Cerebellum & Ataxiasvolume 1, Article number: 9 (2014)
Polyglutamine (polyQ) diseases are a group of neurodegenerative conditions, induced from CAG trinucleotide repeat expansion within causative gene respectively. Generation of toxic proteins, containing polyQ-expanded tract, is the key process to cause neurodegeneration. Till now, although polyQ diseases remain uncurable, numerous therapeutic strategies with great potential have been examined and have been proven to be effective against polyQ diseases, including diverse small biological molecules and many pharmacological compounds mainly through prevention on formation of aggregates and inclusions, acceleration on degradation of toxic proteins and regulation of cellular function.
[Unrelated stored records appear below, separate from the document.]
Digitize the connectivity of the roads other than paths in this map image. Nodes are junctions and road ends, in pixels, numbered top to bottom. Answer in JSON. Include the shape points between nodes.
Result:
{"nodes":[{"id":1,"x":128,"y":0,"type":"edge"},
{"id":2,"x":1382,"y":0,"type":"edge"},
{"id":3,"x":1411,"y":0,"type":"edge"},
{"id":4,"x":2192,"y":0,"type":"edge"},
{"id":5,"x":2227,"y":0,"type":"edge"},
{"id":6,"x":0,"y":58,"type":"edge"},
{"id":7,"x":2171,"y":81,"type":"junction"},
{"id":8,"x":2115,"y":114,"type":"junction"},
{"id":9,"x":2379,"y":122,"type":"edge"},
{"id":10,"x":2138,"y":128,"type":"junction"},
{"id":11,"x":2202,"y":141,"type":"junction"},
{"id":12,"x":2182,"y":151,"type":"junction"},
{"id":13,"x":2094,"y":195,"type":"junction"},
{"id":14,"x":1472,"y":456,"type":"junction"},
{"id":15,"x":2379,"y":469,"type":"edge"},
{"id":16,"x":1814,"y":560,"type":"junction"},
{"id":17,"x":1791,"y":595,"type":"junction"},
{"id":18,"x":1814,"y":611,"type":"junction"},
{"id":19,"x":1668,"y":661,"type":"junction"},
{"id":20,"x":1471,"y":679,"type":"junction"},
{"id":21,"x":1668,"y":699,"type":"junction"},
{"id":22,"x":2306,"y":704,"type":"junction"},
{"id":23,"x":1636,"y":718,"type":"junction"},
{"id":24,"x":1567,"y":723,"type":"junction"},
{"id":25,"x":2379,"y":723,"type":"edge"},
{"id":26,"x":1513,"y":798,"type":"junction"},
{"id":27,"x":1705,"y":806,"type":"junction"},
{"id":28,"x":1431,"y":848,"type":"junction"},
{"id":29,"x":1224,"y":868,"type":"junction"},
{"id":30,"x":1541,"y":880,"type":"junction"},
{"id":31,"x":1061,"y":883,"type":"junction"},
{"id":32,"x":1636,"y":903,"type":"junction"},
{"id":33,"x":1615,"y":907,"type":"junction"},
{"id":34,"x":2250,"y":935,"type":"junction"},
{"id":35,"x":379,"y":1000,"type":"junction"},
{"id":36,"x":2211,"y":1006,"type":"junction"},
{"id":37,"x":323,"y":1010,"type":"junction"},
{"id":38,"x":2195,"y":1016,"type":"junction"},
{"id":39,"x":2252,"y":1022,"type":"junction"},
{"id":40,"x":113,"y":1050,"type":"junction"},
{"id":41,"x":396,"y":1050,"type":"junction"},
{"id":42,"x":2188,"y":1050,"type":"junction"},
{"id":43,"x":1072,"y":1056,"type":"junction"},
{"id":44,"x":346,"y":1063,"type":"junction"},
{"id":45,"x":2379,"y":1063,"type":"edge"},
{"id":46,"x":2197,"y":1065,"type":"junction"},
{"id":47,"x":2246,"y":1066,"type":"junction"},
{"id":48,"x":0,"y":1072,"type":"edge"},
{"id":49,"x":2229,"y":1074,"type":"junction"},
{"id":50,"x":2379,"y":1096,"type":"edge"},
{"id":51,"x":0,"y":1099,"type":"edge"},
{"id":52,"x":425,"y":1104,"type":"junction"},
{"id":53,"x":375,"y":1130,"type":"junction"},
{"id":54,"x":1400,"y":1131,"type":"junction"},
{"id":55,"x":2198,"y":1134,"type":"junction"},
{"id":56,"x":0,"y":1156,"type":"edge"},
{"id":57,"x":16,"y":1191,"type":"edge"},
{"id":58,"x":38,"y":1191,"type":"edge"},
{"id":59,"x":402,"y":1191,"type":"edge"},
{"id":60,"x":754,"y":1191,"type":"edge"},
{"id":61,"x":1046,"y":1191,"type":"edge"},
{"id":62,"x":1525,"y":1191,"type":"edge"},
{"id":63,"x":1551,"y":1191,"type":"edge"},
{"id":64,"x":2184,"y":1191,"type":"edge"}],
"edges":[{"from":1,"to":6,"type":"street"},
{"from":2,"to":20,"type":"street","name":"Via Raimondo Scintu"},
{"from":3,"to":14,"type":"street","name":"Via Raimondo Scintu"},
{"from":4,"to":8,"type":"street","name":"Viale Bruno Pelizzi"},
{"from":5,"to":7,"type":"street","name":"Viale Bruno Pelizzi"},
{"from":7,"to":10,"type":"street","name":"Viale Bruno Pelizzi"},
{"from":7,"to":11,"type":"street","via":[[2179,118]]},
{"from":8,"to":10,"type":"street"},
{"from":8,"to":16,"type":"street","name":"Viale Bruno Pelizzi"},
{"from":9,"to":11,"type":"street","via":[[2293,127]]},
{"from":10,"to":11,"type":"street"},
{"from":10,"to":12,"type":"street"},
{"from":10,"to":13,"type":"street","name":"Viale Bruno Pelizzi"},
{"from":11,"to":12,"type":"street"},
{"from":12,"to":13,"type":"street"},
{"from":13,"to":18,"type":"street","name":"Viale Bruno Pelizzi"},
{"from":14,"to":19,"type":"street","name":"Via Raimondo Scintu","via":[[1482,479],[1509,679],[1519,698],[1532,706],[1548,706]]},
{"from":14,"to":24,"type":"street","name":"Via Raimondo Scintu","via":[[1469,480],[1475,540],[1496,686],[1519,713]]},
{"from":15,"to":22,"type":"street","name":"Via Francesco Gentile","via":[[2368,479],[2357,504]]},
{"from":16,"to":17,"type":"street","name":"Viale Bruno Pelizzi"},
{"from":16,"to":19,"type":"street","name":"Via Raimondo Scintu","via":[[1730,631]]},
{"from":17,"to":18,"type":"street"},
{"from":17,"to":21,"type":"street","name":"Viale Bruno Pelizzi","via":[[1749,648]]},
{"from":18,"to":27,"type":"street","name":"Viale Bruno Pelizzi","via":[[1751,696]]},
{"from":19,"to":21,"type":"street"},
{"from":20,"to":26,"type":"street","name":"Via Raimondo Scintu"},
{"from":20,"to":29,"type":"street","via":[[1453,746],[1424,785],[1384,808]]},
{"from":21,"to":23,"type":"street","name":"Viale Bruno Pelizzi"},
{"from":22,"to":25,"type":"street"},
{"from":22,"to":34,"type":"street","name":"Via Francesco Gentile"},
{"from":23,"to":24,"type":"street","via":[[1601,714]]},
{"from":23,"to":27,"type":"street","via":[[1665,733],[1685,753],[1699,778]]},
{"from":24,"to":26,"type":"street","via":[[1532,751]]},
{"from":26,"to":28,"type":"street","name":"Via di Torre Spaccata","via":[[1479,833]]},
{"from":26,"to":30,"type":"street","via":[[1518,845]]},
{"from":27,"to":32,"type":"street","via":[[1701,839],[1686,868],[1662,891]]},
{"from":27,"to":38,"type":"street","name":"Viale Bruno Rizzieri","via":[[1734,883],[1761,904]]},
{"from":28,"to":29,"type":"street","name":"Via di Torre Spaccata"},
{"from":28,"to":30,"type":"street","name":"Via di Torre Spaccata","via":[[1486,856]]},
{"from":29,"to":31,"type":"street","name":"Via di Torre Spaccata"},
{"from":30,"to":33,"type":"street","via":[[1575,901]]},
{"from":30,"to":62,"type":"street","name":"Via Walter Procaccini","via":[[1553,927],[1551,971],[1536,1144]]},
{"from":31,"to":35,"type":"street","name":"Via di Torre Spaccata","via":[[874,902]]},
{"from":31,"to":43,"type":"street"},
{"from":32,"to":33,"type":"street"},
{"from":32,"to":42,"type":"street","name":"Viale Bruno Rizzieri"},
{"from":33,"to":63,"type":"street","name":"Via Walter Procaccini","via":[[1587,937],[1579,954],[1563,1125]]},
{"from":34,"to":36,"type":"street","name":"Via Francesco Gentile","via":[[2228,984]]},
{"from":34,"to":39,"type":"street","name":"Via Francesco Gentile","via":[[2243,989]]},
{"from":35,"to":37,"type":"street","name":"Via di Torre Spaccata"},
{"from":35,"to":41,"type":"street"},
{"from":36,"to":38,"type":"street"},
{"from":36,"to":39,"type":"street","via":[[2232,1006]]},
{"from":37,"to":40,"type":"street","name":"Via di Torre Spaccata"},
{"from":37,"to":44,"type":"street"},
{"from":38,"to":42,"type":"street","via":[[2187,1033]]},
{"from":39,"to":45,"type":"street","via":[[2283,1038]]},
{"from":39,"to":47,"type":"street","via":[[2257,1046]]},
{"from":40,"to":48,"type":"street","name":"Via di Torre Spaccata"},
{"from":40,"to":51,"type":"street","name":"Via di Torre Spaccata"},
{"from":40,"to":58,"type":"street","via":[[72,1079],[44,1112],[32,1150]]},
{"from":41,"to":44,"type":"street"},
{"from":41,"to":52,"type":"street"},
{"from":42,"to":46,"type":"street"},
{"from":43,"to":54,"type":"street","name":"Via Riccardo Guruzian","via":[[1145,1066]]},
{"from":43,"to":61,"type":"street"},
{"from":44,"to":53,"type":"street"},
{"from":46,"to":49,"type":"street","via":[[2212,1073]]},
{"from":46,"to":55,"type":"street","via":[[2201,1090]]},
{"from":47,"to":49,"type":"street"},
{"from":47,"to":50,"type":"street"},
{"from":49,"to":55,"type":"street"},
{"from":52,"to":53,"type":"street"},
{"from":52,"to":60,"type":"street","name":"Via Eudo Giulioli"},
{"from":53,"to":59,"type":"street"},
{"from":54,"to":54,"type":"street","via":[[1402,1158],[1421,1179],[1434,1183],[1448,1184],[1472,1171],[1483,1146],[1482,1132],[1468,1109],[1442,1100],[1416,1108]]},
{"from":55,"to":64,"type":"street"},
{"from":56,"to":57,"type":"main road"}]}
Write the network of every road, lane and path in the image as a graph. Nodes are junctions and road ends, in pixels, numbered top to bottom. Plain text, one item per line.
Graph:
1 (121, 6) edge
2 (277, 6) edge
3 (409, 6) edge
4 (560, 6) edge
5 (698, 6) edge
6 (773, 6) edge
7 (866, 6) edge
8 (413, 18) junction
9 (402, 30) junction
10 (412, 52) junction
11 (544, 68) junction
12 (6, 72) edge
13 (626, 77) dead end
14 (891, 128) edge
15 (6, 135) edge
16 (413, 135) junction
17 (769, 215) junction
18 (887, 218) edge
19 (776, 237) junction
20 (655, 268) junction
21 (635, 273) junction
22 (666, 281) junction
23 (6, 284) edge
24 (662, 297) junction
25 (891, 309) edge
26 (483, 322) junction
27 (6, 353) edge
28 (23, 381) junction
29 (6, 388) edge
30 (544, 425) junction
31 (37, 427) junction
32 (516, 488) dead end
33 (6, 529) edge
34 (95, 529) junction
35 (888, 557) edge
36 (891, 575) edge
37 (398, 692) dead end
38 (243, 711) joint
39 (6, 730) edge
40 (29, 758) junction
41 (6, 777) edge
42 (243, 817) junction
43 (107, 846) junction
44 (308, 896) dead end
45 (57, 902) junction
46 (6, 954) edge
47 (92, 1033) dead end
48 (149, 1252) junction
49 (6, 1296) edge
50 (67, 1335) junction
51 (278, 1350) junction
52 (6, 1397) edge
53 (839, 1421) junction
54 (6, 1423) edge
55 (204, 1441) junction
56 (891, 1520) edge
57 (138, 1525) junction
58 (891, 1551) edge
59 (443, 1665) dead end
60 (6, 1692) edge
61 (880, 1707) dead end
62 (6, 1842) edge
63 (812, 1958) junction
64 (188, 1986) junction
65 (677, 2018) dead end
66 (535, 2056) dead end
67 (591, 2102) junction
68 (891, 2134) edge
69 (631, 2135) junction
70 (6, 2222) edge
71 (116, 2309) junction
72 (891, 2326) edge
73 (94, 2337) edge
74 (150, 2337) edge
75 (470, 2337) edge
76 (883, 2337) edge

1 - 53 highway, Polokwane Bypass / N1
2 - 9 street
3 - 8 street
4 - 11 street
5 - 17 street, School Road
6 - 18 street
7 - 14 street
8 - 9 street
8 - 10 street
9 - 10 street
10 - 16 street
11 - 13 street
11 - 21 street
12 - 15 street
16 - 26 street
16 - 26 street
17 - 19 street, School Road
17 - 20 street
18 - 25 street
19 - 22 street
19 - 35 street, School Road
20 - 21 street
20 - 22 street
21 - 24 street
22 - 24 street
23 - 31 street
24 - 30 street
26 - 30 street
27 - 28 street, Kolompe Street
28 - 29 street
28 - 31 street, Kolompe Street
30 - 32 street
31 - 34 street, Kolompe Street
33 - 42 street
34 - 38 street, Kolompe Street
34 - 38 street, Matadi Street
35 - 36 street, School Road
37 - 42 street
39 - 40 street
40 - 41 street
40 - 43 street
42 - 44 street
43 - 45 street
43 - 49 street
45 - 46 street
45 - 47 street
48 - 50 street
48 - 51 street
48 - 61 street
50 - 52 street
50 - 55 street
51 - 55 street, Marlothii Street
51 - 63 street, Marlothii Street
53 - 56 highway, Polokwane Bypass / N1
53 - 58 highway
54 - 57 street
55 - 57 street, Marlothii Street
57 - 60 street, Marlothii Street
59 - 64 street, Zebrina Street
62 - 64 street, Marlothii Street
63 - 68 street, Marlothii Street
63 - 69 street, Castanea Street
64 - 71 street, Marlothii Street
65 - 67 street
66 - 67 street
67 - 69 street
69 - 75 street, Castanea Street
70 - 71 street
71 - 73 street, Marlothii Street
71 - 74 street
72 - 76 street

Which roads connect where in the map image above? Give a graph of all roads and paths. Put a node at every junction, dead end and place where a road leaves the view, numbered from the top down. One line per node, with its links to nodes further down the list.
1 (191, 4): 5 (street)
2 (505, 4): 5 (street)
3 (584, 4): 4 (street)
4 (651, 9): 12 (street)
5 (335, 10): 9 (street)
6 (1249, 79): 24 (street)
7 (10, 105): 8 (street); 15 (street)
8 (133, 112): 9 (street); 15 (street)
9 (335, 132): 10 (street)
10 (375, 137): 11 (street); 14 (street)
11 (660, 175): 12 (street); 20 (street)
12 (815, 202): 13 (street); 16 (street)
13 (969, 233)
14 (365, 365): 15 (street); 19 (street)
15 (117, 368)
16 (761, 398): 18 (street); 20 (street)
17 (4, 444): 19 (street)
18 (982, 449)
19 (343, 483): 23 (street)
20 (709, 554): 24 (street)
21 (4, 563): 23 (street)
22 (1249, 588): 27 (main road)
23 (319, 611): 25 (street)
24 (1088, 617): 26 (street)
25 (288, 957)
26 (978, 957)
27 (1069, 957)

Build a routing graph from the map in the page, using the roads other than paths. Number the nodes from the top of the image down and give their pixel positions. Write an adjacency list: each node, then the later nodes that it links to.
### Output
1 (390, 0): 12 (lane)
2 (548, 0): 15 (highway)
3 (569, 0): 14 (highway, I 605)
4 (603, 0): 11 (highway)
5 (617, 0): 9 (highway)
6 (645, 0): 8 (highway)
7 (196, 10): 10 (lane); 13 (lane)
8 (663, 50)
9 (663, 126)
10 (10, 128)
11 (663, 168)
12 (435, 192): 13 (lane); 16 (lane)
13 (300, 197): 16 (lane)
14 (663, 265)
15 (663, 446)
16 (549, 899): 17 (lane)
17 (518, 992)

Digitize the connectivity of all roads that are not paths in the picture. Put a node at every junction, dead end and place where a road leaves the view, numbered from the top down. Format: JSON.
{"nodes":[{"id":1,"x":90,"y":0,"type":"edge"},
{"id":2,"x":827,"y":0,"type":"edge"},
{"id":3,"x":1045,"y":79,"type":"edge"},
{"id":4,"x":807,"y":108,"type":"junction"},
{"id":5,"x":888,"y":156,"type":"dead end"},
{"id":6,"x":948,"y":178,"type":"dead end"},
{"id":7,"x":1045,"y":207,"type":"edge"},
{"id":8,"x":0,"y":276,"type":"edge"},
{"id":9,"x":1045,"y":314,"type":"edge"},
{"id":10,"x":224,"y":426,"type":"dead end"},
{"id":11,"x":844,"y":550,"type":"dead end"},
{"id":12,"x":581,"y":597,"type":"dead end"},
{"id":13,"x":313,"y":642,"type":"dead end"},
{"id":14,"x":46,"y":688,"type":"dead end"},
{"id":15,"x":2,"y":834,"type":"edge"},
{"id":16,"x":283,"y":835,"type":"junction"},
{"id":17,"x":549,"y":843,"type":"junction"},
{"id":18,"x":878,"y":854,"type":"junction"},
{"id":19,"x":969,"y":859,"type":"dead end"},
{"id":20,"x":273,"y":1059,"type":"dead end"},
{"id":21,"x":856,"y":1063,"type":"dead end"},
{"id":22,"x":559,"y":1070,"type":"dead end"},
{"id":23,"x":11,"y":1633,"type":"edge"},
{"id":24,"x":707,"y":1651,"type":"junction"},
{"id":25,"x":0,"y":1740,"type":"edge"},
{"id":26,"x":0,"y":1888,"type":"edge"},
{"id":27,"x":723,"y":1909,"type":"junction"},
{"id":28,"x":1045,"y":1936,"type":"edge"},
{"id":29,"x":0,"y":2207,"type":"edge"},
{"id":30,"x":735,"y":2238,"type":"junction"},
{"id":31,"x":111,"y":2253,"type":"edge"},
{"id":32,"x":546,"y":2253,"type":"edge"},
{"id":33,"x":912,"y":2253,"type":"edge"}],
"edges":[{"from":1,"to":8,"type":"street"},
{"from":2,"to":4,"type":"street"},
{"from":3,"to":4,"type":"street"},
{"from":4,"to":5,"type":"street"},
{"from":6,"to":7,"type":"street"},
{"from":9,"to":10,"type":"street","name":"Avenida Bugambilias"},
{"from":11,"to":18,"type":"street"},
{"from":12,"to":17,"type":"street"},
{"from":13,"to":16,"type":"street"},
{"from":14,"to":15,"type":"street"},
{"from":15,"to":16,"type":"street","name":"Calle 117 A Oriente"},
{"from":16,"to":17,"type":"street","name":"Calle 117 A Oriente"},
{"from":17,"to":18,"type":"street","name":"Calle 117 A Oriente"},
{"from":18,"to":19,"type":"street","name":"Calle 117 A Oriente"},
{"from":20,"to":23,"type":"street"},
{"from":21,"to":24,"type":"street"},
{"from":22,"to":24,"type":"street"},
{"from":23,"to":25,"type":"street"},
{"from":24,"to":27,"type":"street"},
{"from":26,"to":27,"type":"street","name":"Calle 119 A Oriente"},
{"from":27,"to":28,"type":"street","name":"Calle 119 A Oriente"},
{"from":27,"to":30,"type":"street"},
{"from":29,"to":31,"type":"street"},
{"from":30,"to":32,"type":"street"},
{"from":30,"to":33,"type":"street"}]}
We review promising therapeutic strategies by using Drosophila models of polyQ diseases including HD, SCA1, SCA3 and SBMA.
Among the unstable repeat expansion disorders, the dominantly inherited polyQ diseases caused by CAG repeat expansions within responsible genes are the most common group . The first discovered polyQ disorder was Spinal bulbar muscular atrophy (SBMA), also known as Kennedy’s disease which is X-linked, in 1991, a dynamic repeat mutation in the androgen receptor (AR) gene . Since then at least eight additional polyQ diseases have been identified. To date, this group includes the distinct Spinocerebellar Ataxias (SCA1, SCA2, SCA3/Machado–Joseph disease, SCA6, SCA7 and SCA17) [3–5], dentatorubral-pallidoluysian atrophy (DRPLA), Huntington disease (HD), and most recently, Huntington disease-like 2 (HDL2) . Generally, compared with other neurodegenerative diseases, polyQ diseases have low prevalence. 1 ~ 3/100 000 Europeans have autosomal dominant cerebellar ataxias (ADCAs) , such as SCA1, SCA2, SCA3/MJD, SCA6, SCA7 and SCA17, while 1.6/100 000 individuals have SBMA  and 5 ~ 7/100 000 white people suffered HD .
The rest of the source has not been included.